Multi-Addressee Communications

In respect of emails sent to a number of employees, including in-house lawyers, the court found that the dominant purpose test should provide the starting point and the following principals apply [at 100]:

  1. If the dominant purpose of an email is to seek advice or give instructions to the lawyer, including giving advice in a commercial context through a ‘lawyer’s eyes’ then LAP will apply even if the email is sent for information only but is part of a rolling series of communications with the dominant purpose of instructing the lawyer. However, if the dominant purpose is to obtain the commercial views of the non-lawyer participants in the email, it will not be privileged, even if a subsidiary purpose is simultaneously to obtain legal advice from the lawyer.
  2. The response from the lawyer, if it contains legal advice, will almost certainly be privileged, even if it is copied to more than one addressee.
  3. Multi-addressee communications should be considered as separate communications between the sender and each recipient.
  4. A good approach is to consider whether, if the email were sent to the lawyer alone, it would have been privileged. If no, the question of whether the other emails are privileged hardly arises. If yes, the question arises as to whether any emails to the non-lawyers are privileged because their dominant purpose is to obtain instructions or disseminate legal advice.
  5. If the correct approach to LAP is maintained, the outcome should be the same whether considering individual or multiple-addressee emails because a multi-addressee email seeking both legal advice and commercial advice will be privileged with the lawyer, and will be privileged with the non-lawyers only if the dominant purpose is that of instructing the lawyer.
  6. Where a communication might realistically disclose legal advice then that communication will in any event be privileged.
  7. Documents (emails) and attachments should be considered separately [107].

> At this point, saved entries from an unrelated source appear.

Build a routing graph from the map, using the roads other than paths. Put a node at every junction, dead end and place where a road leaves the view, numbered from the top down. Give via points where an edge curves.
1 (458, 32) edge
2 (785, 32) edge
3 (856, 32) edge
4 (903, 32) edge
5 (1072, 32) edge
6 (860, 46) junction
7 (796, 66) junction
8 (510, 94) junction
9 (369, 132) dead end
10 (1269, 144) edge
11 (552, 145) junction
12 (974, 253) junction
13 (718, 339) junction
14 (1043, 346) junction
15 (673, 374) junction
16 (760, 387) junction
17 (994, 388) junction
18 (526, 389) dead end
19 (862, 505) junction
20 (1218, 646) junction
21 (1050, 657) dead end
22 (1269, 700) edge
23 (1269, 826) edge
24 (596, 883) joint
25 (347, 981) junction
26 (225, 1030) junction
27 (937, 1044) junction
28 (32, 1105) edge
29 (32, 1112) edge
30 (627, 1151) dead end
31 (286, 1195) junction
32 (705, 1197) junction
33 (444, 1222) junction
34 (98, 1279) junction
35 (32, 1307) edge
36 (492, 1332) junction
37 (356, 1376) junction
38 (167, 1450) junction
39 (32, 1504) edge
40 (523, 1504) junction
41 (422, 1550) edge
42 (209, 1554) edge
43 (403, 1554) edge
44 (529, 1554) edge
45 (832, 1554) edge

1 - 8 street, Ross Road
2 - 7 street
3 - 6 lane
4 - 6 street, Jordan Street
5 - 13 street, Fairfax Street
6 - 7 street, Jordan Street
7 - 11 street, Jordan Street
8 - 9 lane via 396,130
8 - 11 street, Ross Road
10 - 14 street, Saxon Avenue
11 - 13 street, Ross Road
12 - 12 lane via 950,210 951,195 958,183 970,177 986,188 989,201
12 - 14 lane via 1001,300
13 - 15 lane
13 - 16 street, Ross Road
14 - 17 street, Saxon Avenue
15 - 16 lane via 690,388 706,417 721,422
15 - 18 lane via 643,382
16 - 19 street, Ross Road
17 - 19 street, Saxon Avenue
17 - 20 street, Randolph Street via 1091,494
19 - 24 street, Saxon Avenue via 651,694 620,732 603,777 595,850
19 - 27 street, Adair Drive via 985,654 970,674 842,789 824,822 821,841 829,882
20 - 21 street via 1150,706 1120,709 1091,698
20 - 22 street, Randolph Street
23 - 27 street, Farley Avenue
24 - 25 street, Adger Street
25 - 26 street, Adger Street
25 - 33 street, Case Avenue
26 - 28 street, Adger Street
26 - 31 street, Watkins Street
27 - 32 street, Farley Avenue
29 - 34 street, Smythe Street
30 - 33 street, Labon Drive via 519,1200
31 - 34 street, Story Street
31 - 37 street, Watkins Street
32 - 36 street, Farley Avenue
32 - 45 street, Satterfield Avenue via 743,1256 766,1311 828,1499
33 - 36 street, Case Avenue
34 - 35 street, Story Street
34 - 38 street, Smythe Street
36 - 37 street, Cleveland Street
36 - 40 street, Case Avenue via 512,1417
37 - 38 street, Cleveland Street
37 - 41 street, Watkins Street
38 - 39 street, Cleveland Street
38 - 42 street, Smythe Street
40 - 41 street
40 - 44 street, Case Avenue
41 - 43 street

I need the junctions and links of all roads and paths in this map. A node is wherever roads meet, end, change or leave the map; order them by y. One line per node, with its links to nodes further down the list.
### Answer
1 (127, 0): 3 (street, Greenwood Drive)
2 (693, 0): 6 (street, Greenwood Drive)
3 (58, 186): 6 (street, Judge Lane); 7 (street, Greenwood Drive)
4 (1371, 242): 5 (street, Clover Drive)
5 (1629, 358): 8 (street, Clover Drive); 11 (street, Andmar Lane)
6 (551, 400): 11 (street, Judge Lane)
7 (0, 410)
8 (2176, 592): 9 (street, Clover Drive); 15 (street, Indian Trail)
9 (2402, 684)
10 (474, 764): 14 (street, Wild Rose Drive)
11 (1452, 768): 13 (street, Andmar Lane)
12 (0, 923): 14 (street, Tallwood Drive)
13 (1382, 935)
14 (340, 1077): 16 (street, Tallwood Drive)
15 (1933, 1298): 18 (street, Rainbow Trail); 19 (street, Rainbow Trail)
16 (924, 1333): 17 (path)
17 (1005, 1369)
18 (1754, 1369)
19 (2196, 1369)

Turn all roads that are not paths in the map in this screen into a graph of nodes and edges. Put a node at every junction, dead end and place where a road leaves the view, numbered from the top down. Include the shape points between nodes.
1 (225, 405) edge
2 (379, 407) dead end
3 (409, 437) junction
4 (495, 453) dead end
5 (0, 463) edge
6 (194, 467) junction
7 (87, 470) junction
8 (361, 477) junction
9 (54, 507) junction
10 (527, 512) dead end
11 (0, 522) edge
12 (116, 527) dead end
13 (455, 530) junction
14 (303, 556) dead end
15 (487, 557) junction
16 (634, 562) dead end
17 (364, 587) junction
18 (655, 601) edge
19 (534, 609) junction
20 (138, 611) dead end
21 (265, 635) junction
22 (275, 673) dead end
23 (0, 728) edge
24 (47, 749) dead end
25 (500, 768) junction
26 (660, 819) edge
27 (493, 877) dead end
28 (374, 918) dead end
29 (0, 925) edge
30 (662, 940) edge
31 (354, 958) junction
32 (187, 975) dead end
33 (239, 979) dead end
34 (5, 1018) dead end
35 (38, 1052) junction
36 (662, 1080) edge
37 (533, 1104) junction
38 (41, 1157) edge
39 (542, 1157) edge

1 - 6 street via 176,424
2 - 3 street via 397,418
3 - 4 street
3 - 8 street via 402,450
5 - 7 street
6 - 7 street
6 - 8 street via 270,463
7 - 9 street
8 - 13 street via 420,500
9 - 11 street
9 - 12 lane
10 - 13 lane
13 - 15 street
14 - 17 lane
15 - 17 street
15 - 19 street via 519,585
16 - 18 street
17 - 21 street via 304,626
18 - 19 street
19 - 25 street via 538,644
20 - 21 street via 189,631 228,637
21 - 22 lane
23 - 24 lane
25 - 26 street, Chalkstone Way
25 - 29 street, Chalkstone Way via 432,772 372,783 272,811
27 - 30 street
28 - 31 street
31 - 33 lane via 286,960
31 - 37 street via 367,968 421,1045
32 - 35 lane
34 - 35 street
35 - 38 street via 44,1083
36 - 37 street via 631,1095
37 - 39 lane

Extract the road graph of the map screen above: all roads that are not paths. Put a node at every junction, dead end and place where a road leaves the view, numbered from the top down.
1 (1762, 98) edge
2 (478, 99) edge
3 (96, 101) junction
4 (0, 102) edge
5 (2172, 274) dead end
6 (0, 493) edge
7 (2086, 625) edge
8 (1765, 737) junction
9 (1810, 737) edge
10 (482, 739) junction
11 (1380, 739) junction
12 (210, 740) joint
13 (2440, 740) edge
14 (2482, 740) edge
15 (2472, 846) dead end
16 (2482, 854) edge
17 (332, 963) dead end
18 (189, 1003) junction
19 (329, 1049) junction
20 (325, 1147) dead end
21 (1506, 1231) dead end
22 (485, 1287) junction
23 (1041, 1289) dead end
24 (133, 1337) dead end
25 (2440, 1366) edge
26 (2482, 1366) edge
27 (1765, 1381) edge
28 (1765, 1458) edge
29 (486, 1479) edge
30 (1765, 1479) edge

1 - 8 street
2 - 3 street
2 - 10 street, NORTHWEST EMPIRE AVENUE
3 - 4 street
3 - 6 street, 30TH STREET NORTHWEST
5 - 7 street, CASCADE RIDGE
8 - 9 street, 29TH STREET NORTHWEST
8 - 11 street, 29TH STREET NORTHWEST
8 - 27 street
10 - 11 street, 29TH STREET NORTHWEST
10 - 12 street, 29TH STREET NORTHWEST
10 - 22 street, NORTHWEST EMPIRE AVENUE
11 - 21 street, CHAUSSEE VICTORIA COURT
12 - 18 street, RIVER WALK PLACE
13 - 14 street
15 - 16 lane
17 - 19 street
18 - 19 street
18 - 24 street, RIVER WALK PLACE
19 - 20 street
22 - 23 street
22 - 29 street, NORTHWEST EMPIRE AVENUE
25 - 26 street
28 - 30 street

The Court considered the same principles would apply to meetings. Legal advice requested and given at a meeting will be privileged; but the mere presence of a lawyer at a meeting is insufficient to render the whole meeting the subject of LAP.

If the dominant purpose of the meeting is to obtain legal advice, unless anything is said outside that legal context, the contents of the meeting will be privileged (subject to the employee exception in Three Rivers (No 5) as above). If the dominant purpose of the discussions is non-legal, the meeting and its contents will not generally be privileged; although any legal advice sought or given within the meeting may be. Where not inextricably intermingled, the non-privileged part will be severable and redactable [100 (viii)].


When companies seek the services of external legal advisors LAP will clearly apply because discussions will necessarily revolve around the law. The position with in-house legal teams is more complex because senior advisors in particular are likely to be included in commercial as well as legal issues on a relatively frequent basis, and to be involved in discussions that are a mixture of the two. This case will make it harder for companies to assert LAP over mixed commercial/legal emails and meetings involving its in-house legal advisors.

Companies should be alert to the fact that the mere inclusion of a member of its in-house legal team in a multi-addressee email will not render the contents of the email privileged. Even the discussion of some legal matters in multi-party discussions will not trigger the protection of LAP where those legal discussions are secondary to commercial matters. It may therefore be prudent for companies to entirely separate legal and commercial discussions in emails and meetings, both in terms of participants and subject matter, to ensure clarity about the application of LAP and avoid complex and costly proceedings in which the parameters of LAP are litigated.